Although Brown ran fourth in 1995 to the trio that currently represents the 6th, the incumbents aren't taking him lightly, Handy says: "All of us are taking his challenge as more than perfunctory, particularly me." An escalation of the Democratic-to-Republican "crossover" vote rate of 15 percent in 1995 worries the council member. As does that $30,000 Brown has raised, more than any of his Democratic opponents. (The closest to him is Stukes, who's raised $29,000) "Along with his money and his name recognition, we have to be concerned that he may get some Democratic support," Handy says.

Santoni also wouldn't mind some cross-party support, but he won't need as much of it as Brown. The 1st has a higher concentration of Republican voters than any other district—about 7,400 out of 50,000. While the district is overwhelmingly Democratic, some observers say Santoni could win largely on the GOP vote if Democratic turnout for the Nov. 2 election is low.

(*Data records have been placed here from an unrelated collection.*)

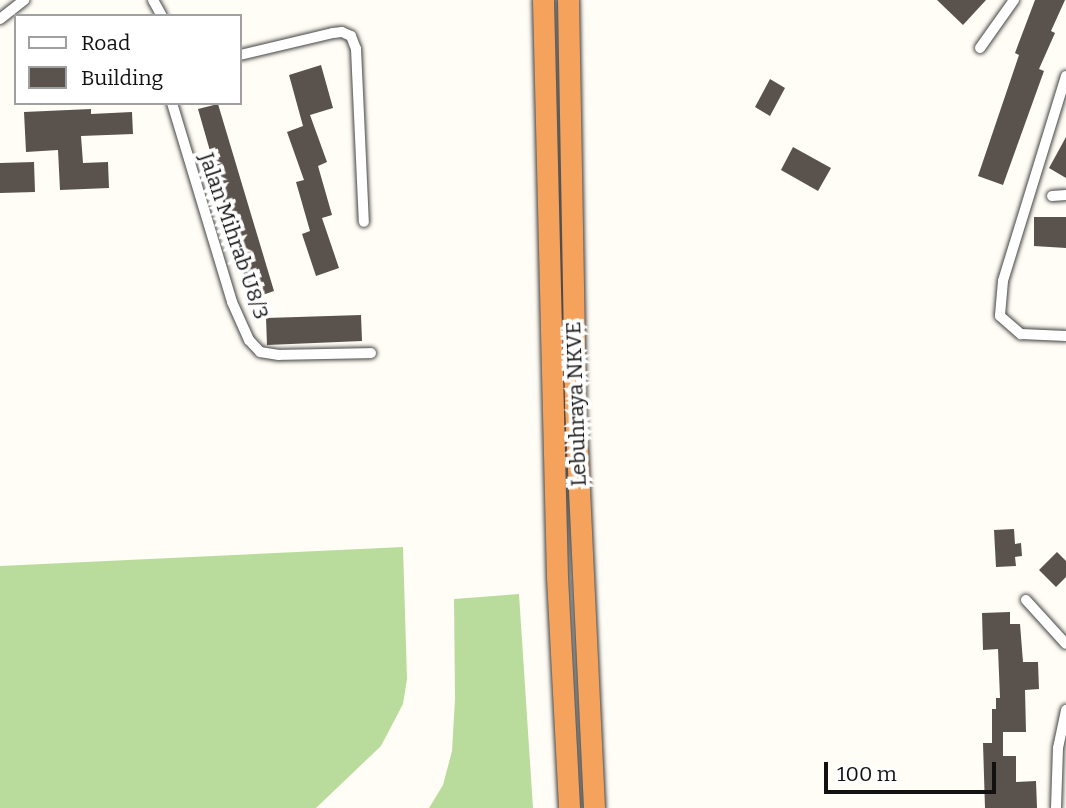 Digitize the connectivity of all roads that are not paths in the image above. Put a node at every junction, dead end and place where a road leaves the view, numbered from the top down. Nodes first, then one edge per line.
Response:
1 (24, 0) edge
2 (543, 0) edge
3 (568, 0) edge
4 (1014, 0) edge
5 (0, 19) edge
6 (980, 48) dead end
7 (242, 55) edge
8 (1066, 76) edge
9 (173, 105) edge
10 (1066, 195) edge
11 (1052, 197) dead end
12 (364, 222) dead end
13 (1066, 336) edge
14 (371, 353) dead end
15 (1026, 600) dead end
16 (1066, 643) edge
17 (1066, 710) edge
18 (569, 808) edge
19 (593, 808) edge
20 (1056, 808) edge

1 - 5 street
2 - 18 highway, Lebuhraya NKVE
3 - 19 highway, Lebuhraya NKVE
4 - 6 street
7 - 12 street
8 - 13 street
9 - 14 street, Jalan Mihrab U8/3
10 - 11 street
15 - 16 street
17 - 20 street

"The 1st is easier territory for the Republicans because it's predominately white, and many of those whites have voted for Republicans at the top of the ticket," says Western Maryland's Smith, citing Sauerbrey's success in the district during her two runs for governor, and Ronald Reagan's winning the 1st in his presidential re-election bid in 1984. "If Democrats are complacent there, they might get surprised."

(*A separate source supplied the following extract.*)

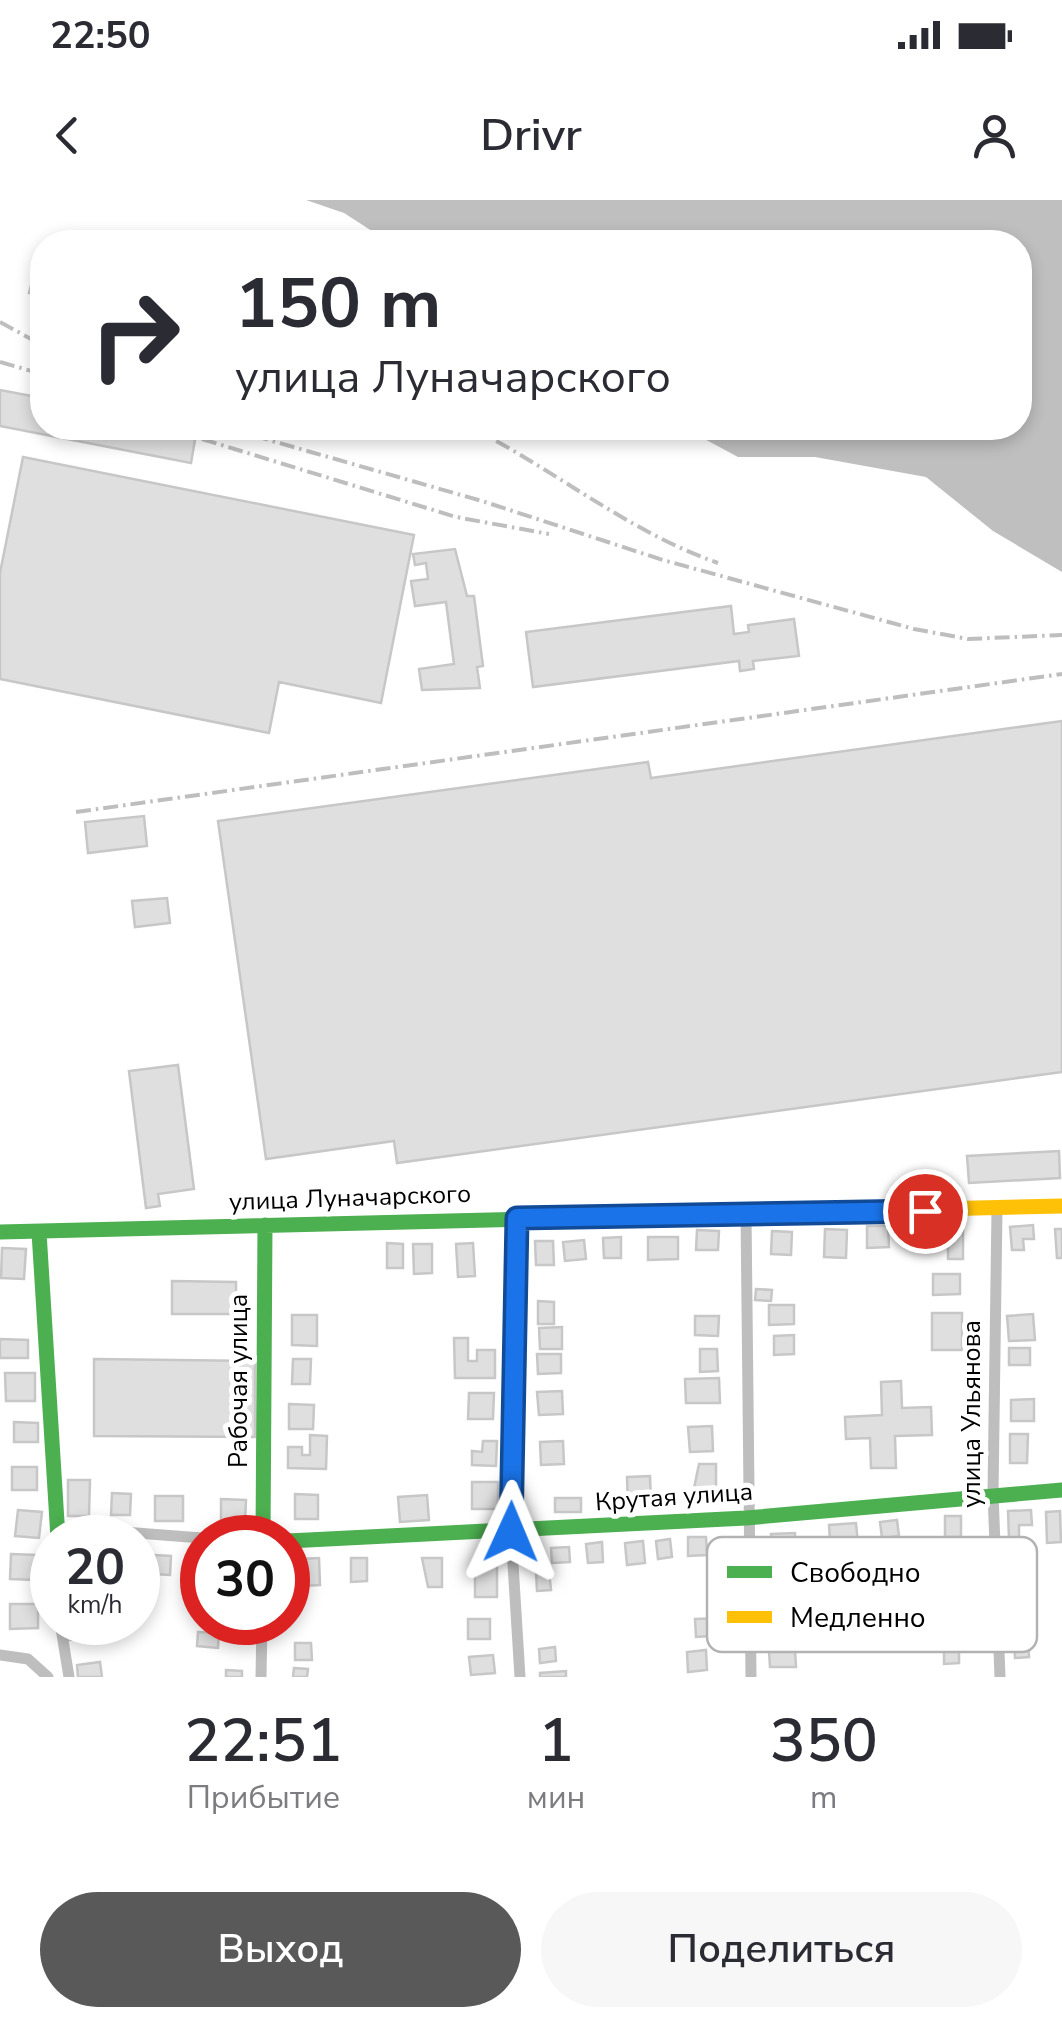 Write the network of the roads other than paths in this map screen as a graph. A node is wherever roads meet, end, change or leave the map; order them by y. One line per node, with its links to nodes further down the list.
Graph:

In a bid to forestall any GOP advances, frequently fractious Democratic incumbents John Cain, Nicholas D'Adamo Jr., and Lois Garey are running as a ticket, as they did in winning the Democratic primary. According to party sources, the team was not a certainty to stay together for the general election, largely because of internal friction and D'Adamo's friendship with Santoni. (In 1997, when Santoni's supermarket on East Lombard Street was closed by the city Health Department for mouse infestation, D'Adamo interceded on the store's behalf.) D'Adamo can probably best afford to go it alone—he is consistently the district's top vote-getter, and Cain and Garey are considered more vulnerable—but party loyalty prevailed. "We have to take Bob Santoni seriously—as a serious challenge," D'Adamo said recently.

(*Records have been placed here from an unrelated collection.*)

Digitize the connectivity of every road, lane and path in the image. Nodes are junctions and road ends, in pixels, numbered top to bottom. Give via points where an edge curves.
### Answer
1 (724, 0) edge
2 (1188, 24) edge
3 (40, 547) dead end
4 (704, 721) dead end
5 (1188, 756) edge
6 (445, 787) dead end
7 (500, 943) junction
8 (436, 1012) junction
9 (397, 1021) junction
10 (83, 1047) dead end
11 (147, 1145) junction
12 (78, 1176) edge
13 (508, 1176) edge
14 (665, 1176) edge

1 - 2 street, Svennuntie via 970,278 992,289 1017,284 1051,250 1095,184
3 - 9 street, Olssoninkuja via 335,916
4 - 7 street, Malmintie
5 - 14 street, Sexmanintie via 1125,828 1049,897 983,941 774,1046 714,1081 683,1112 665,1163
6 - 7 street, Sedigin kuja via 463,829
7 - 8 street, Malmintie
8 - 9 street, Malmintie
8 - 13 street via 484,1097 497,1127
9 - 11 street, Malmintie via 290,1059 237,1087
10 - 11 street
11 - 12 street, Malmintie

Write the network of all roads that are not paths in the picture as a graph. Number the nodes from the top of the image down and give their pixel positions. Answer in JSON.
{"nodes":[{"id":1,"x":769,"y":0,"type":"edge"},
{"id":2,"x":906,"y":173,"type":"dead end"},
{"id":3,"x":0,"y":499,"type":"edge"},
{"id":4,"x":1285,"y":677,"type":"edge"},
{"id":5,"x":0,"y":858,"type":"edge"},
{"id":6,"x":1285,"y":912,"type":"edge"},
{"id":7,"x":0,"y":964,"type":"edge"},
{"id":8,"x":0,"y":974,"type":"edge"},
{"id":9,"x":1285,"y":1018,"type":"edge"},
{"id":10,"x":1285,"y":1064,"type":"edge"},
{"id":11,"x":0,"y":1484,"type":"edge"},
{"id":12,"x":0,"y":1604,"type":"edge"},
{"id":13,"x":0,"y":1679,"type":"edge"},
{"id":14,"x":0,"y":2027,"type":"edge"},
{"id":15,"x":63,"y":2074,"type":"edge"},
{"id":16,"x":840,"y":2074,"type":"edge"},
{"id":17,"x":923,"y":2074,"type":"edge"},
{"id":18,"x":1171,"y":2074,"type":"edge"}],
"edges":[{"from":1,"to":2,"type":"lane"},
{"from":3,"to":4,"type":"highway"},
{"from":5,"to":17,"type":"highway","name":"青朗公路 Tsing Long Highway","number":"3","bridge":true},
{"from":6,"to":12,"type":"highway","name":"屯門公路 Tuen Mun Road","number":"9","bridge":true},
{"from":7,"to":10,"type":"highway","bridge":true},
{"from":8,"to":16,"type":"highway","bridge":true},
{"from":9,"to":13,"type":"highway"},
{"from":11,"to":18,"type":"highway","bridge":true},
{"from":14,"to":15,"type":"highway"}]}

Like Brown, Santoni champions school vouchers—"What we're doing now in this city isn't working," he says. He also takes up economic-development strategies based around the renovation and marketing of the former Esskay meat-packing plant, a pet project of Santoni's during his years as a community activist. True to his conservative roots, Santoni favors cutting the property-tax rate in half for city denizens. (The cut would apply only to owner-occupied homes.) "We can do it just by cutting 3 percent of the city budget—about $55 million—in waste," he asserts. "I would use it as a tool to help the city compete for residents by making it cheaper for them to live here." Santoni also says he backed zero-tolerance policing, the pet policy of Democratic mayoral nominee Martin O'Malley, "long before O'Malley entered the race."

While Santoni, his backers (among them members of bakery magnate/hotel developer John Paterakis' family and numerous companies involved in the grocery business), and party faithful contend that the GOP's chances of breaking onto council have improved, not everyone is convinced. Despite the prominence of some challengers, Herb Smith says, "the Republicans are a bad percentage bet.

"But having said that," he adds, "these council races are done retail: You get the votes out one by one. If the Democrats haven't gotten their votes out . . ."

Also running on the Republican side for council seats are Michael McNamara in the 1st; Charles Baskerville Jr. and Brian Jones in the 2nd; Michael Matthei and Hal Riedl in the 3rd; Victor Clark Jr., Jeffrey Smith Jr., and Joseph Ward in the 4th; Peter Dubyoski and Sanford Horn in the 5th; and Anthony Forlenza and Joe Tebo Jr. in the 6th.